For further information contact the Marine Corps Base Hawaii Public Affairs Office at (808) 257-8840 or (808) 257-8839.
November 18 2004:
Towson, Maryland - The American flag flew at half- staff at Dulaney High School Monday and there was a tribute on the marquee in front of the school: "In memory of our fallen hero, Lance Corporal David Branning, USMC, Class of 2001."
Branning, a (censored) Eysville resident who grew up in Mt. Washington, died November 12, 2004, as a result of enemy action in Al Anbar Province in Iraq, according to the Department of Defense. He was 21.
Branning joined the Marine Corps in 2002 and had been assigned to the Hawaii-based 1st Battalion, 3rd Marine Regiment, 3rd Marine Division, III Marine Expeditionary Force. The 16th Marylander to die in the fighting in Iraq, he was killed in the battle for Fallujah, according to the Defense Department.
Branning attended the Waldorf School and Carver Center for Arts and Technology before graduating from Dulaney High School in 2001.
After enrolling at Carver in 1997, Branning specialized in visual arts as a freshman and a sophomore, according to principal Joe Freed.
Enrollment in the magnet school is competitive, Freed pointed out.
"David had to be gifted and talented just to get into Carver," he said. "He got very good grades in painting and drawing. He was a very talented artist."
He was a very personable young man and well liked at Carver, Freed said. "His guidance counselor said he had an endearing quality about him."
Branning spent his junior and senior years at Dulaney High, where he participated in a work-study program in which he worked at the upscale Oregon Grille restaurant in Hunt Valley and attended classes as well.
His artistic talent didn't go for naught.
"I always enjoyed getting David's notes and looking at the back of some of his tests because he would have sketches," says Kerry Williams, his 11th-grade English teacher. "Usually they were connected to what we were studying, but not always. Sometimes they were something seasonal (or) something comical or sometimes something that would make me stop and really think about whatever was the concept.
"He was well liked by his peers and the faculty ... a talented, pleasant young man with a quick wit and a respect for life and all its diversities. It was a pleasure to have him in the classroom."
Branning's evaluations by the Oregon Grille were for the most part outstanding, according to school records.

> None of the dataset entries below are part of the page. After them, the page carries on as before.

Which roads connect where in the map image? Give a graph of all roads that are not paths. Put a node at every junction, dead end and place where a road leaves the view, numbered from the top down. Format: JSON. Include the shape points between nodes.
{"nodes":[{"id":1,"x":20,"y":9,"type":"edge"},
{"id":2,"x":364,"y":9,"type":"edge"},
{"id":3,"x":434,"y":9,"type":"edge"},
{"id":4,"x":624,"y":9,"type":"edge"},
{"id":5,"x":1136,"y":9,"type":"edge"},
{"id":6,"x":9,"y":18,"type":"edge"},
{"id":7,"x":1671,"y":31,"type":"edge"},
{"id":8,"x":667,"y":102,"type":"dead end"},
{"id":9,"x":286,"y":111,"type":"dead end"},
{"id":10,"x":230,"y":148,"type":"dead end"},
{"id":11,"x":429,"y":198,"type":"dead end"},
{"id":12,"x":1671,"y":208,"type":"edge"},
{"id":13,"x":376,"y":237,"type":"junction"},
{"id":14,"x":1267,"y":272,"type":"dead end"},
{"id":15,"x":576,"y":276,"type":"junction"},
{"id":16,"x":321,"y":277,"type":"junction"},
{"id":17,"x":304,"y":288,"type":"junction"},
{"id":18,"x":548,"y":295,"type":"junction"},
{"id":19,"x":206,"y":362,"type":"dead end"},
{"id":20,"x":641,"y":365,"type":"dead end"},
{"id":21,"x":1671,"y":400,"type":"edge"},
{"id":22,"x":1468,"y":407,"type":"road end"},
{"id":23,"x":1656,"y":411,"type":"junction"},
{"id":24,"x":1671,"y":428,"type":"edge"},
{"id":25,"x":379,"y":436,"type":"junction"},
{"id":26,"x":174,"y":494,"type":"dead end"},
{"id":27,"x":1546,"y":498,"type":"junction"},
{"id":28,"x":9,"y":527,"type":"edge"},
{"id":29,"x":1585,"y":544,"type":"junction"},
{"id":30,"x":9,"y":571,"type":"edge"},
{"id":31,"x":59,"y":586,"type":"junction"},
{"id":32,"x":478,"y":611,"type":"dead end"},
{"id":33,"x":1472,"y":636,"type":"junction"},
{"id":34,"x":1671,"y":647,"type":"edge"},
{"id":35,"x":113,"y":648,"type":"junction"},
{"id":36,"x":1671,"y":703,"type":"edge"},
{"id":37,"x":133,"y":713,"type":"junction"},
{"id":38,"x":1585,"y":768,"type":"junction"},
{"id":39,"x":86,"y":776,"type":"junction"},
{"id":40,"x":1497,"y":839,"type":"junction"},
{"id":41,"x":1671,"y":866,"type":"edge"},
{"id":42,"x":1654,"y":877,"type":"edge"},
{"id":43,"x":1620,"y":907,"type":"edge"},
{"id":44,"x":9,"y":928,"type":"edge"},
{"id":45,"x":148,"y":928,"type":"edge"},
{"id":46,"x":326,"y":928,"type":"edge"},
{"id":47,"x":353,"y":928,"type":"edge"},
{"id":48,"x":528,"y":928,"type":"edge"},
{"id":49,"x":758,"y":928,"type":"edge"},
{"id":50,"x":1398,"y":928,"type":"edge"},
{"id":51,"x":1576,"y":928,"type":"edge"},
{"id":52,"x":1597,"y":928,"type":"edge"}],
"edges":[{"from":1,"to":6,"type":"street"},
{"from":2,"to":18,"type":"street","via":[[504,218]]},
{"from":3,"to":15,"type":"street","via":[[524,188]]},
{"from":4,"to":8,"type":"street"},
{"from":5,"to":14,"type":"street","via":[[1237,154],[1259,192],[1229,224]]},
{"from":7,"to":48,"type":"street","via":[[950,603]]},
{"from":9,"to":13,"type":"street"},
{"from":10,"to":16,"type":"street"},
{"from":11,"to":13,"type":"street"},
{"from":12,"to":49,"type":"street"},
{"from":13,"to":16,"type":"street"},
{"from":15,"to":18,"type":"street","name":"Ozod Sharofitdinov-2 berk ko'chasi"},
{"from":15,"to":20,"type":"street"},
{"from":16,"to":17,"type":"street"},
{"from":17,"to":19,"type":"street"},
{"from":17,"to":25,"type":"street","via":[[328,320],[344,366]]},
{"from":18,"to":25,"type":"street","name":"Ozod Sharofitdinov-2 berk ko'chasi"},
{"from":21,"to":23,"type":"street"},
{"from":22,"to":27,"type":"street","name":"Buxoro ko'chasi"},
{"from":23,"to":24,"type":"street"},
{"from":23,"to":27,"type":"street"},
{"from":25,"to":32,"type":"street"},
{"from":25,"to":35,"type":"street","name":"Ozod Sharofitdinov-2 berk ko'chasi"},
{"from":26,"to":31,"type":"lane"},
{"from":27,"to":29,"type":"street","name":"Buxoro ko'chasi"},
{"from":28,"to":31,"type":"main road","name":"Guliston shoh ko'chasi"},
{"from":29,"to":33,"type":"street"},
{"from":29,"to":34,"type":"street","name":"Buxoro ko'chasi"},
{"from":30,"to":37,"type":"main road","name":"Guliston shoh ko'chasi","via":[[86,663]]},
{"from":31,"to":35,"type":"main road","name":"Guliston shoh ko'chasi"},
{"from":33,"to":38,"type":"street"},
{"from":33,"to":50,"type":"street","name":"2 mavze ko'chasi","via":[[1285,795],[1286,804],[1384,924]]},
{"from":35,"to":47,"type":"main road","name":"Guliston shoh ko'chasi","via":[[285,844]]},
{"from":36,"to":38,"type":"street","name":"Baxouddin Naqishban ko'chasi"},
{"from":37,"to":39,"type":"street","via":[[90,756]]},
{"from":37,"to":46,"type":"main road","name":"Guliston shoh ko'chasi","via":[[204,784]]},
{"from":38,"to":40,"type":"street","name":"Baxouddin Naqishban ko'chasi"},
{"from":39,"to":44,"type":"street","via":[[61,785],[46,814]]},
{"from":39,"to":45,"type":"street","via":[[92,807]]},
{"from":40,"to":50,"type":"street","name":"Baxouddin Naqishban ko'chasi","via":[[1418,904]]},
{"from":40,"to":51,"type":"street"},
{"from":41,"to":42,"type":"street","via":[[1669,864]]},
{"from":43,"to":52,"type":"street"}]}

Jason Openhym, who is the sous chef at the restaurant and a friend, said he watched Branning mature while he worked there. "David started out washing dishes when he was 16, and by the time he left he was a key member of the line staff," Openhym said. "He could pick up anything very quickly - some people do something 30 times, and they still don't get it."
Branning got along with everybody, Openhym said. "If there was an uncomfortable situation, he would lighten it up. He knew when and when not to be a funny guy."
Branning was "up for anything," according to Openhym. "I think David wanted to get beyond (censored) Eysville, to travel," he said. "He talked about heading for Europe with another cook and talked about learning French. But he realized they didn't have the financial means. He figured the military would be a way to do that."
Branning's mother died more than seven years ago. He is survived by his stepmother, Tia Steele of Baltimore; his father, Daniel C. Brannning of Albuquerque, New Mexico, and his sister, Annie Branning of Yellow Springs, Ohio.
"This has been very, very hard on his family," said family friend Rachel Moulten of Yellow Springs. "David was a very funny, beautiful person - very sharp and quick - and he was a huge part of each of their lives.
"It has been a tremendous loss, but the outpouring of love and concern they have received has been a reminder that there is still good out there."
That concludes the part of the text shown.